#### Exercise aim:
Line by line, please look for the word "Cordon" in the following records, then copy each line you find it in.

#### Records to process:
◇ ◇ ◇ ◇ ◇ ◇ ◇
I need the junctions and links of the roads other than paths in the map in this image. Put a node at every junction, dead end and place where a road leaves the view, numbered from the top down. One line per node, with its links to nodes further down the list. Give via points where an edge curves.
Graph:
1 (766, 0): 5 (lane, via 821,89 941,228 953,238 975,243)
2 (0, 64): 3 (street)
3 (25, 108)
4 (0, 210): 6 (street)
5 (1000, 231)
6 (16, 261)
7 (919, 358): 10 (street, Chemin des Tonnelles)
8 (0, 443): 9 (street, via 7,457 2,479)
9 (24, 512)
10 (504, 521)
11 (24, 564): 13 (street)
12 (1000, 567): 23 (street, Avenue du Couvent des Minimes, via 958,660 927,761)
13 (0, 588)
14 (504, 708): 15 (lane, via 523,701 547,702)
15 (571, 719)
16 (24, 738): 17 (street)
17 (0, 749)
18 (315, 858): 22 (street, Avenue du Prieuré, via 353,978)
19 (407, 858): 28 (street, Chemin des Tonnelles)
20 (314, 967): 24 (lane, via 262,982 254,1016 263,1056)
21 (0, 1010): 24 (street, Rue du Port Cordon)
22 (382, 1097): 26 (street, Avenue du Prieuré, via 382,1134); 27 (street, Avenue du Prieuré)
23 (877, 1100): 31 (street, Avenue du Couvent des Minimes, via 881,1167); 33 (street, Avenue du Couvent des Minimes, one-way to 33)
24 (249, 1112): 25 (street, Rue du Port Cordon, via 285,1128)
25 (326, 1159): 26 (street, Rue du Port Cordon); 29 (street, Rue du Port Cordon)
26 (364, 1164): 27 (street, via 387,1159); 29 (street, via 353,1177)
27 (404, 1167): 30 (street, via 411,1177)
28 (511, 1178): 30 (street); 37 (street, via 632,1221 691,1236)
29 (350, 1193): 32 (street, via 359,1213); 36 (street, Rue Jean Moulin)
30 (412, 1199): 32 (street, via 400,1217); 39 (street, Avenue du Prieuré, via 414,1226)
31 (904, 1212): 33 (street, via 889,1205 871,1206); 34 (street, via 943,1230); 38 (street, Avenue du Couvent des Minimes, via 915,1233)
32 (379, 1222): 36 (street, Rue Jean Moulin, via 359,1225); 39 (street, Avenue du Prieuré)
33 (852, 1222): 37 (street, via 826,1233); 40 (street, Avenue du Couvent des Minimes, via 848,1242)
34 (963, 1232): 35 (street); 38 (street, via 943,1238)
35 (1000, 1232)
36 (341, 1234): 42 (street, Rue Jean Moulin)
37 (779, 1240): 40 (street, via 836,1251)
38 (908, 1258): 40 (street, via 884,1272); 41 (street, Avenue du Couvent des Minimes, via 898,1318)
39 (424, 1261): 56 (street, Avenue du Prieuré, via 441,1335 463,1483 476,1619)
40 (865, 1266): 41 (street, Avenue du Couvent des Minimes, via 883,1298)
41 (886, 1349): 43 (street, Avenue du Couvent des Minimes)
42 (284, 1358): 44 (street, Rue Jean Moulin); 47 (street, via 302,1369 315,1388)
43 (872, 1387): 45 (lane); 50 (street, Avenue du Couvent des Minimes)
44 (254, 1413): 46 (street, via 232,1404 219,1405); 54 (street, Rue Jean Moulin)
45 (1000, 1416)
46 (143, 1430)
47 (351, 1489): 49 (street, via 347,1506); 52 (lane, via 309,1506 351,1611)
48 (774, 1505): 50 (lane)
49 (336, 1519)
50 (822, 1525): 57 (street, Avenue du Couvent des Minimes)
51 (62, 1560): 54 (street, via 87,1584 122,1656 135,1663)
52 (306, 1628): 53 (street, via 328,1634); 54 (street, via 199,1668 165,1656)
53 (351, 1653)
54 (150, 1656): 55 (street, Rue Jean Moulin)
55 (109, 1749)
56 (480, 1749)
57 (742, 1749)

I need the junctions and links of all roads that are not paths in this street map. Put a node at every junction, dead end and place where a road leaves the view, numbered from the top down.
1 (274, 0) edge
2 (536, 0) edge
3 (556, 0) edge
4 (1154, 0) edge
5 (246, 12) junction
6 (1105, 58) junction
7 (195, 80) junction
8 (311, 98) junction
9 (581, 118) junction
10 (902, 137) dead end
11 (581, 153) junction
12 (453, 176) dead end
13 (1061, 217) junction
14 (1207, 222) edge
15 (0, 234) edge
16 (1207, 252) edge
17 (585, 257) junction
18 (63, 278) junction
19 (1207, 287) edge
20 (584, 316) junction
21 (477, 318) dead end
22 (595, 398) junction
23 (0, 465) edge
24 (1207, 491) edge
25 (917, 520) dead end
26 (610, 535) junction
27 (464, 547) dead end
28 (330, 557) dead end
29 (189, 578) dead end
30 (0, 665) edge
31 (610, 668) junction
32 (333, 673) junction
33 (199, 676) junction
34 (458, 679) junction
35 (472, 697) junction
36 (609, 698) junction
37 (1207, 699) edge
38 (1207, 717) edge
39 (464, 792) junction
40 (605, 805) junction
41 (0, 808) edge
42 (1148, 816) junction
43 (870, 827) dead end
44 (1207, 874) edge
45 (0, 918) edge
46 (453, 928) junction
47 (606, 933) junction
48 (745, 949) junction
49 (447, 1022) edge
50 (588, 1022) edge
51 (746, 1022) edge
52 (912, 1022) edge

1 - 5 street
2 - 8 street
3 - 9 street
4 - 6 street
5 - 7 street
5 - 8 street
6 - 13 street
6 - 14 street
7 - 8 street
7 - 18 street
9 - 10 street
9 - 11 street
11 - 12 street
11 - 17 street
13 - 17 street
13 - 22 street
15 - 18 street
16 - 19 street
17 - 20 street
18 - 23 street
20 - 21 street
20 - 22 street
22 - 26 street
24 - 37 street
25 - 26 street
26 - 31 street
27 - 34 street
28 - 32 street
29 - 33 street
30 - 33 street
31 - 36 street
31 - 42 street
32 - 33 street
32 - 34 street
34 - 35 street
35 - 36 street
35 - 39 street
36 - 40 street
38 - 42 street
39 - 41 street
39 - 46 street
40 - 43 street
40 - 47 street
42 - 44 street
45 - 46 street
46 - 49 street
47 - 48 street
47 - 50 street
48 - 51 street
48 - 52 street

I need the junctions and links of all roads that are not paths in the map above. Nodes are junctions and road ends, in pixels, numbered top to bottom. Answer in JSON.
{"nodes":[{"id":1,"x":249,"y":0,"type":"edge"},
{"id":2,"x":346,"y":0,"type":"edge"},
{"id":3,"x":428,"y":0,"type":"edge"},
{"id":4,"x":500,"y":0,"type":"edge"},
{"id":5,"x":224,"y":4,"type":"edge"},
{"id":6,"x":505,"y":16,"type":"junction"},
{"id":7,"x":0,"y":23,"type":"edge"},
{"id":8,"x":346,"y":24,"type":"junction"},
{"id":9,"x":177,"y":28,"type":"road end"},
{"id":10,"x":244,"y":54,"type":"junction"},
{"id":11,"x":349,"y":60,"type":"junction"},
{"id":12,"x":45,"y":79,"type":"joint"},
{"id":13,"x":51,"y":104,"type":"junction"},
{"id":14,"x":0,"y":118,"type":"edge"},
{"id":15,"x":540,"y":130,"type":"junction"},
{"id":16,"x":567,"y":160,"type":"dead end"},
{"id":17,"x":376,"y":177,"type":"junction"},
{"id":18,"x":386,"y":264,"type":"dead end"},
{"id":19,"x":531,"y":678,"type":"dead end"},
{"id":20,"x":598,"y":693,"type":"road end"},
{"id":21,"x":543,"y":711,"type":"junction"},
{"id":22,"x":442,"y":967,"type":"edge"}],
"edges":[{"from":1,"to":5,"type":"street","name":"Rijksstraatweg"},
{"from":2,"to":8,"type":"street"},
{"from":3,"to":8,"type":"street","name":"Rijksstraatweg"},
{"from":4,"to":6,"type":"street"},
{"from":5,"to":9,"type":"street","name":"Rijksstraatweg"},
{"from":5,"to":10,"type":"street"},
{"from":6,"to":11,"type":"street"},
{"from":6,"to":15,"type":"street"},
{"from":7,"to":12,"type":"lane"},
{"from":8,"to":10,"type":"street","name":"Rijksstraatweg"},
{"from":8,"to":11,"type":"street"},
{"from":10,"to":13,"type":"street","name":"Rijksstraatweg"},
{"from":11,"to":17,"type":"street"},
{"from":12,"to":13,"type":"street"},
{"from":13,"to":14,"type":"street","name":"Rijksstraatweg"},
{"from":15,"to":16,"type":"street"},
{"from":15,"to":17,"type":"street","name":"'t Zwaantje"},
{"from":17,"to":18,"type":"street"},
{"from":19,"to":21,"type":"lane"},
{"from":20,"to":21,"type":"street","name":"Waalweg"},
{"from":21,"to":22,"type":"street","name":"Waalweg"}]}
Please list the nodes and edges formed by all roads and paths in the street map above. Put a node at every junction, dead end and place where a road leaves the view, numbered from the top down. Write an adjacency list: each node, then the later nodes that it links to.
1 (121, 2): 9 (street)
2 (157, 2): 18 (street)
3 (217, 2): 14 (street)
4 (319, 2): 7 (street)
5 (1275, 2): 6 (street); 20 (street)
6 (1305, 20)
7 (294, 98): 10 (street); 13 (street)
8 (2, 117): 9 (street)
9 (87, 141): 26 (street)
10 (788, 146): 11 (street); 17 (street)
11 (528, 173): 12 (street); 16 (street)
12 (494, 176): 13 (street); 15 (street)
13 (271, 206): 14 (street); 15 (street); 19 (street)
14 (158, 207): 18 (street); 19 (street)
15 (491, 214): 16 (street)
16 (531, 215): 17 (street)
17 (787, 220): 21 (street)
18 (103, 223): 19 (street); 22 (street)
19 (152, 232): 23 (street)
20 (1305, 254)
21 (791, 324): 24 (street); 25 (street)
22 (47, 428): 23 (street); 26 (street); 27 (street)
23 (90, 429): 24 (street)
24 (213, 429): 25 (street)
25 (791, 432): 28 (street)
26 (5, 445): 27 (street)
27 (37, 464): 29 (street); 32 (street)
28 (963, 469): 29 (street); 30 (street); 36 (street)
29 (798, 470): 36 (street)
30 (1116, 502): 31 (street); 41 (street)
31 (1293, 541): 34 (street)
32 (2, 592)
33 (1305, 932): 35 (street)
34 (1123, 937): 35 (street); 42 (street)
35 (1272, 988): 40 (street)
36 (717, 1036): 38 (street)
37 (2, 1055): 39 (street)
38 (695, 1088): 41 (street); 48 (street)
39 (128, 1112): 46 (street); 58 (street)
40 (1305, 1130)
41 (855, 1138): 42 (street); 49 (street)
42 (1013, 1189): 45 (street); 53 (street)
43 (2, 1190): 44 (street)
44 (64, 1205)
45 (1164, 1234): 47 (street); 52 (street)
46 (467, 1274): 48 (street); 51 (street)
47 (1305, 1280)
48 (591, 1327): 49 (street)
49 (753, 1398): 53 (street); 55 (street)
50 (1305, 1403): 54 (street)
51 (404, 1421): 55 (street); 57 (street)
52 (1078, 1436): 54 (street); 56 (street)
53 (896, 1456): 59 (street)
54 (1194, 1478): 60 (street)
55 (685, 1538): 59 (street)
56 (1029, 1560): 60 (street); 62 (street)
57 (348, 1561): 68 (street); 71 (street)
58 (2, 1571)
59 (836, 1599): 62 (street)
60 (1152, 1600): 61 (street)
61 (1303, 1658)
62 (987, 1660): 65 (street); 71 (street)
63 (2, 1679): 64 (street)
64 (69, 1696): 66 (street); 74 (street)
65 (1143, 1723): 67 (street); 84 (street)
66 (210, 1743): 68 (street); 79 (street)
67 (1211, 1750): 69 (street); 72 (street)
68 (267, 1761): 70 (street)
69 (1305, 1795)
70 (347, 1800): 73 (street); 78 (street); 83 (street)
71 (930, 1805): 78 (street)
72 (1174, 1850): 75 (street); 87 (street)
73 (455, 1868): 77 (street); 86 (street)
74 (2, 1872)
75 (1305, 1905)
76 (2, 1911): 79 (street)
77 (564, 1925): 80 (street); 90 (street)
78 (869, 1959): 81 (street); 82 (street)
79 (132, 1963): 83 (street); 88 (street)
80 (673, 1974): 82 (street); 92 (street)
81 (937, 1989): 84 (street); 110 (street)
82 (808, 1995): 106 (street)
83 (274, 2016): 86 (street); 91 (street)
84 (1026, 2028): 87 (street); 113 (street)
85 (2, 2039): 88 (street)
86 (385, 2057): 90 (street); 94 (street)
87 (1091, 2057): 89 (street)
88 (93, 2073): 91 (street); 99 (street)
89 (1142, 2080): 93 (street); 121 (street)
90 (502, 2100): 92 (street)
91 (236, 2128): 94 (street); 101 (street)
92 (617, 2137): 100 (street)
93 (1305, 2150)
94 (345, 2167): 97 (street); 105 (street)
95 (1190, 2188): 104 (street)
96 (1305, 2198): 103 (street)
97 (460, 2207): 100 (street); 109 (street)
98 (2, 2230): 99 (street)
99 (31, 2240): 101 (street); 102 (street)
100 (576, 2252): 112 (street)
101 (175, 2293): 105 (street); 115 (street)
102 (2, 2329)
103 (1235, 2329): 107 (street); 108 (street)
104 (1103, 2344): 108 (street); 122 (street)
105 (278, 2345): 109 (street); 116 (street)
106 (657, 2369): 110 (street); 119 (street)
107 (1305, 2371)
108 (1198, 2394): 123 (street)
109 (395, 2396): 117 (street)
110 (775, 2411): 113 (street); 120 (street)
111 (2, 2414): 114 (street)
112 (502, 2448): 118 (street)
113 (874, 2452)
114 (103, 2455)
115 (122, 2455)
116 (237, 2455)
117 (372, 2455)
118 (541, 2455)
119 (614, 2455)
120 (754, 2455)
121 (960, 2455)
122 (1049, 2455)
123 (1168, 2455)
◇ ◇ ◇ ◇ ◇ ◇ ◇
#### Exercise answer:
21 (0, 1010): 24 (street, Rue du Port Cordon)
24 (249, 1112): 25 (street, Rue du Port Cordon, via 285,1128)
25 (326, 1159): 26 (street, Rue du Port Cordon); 29 (street, Rue du Port Cordon)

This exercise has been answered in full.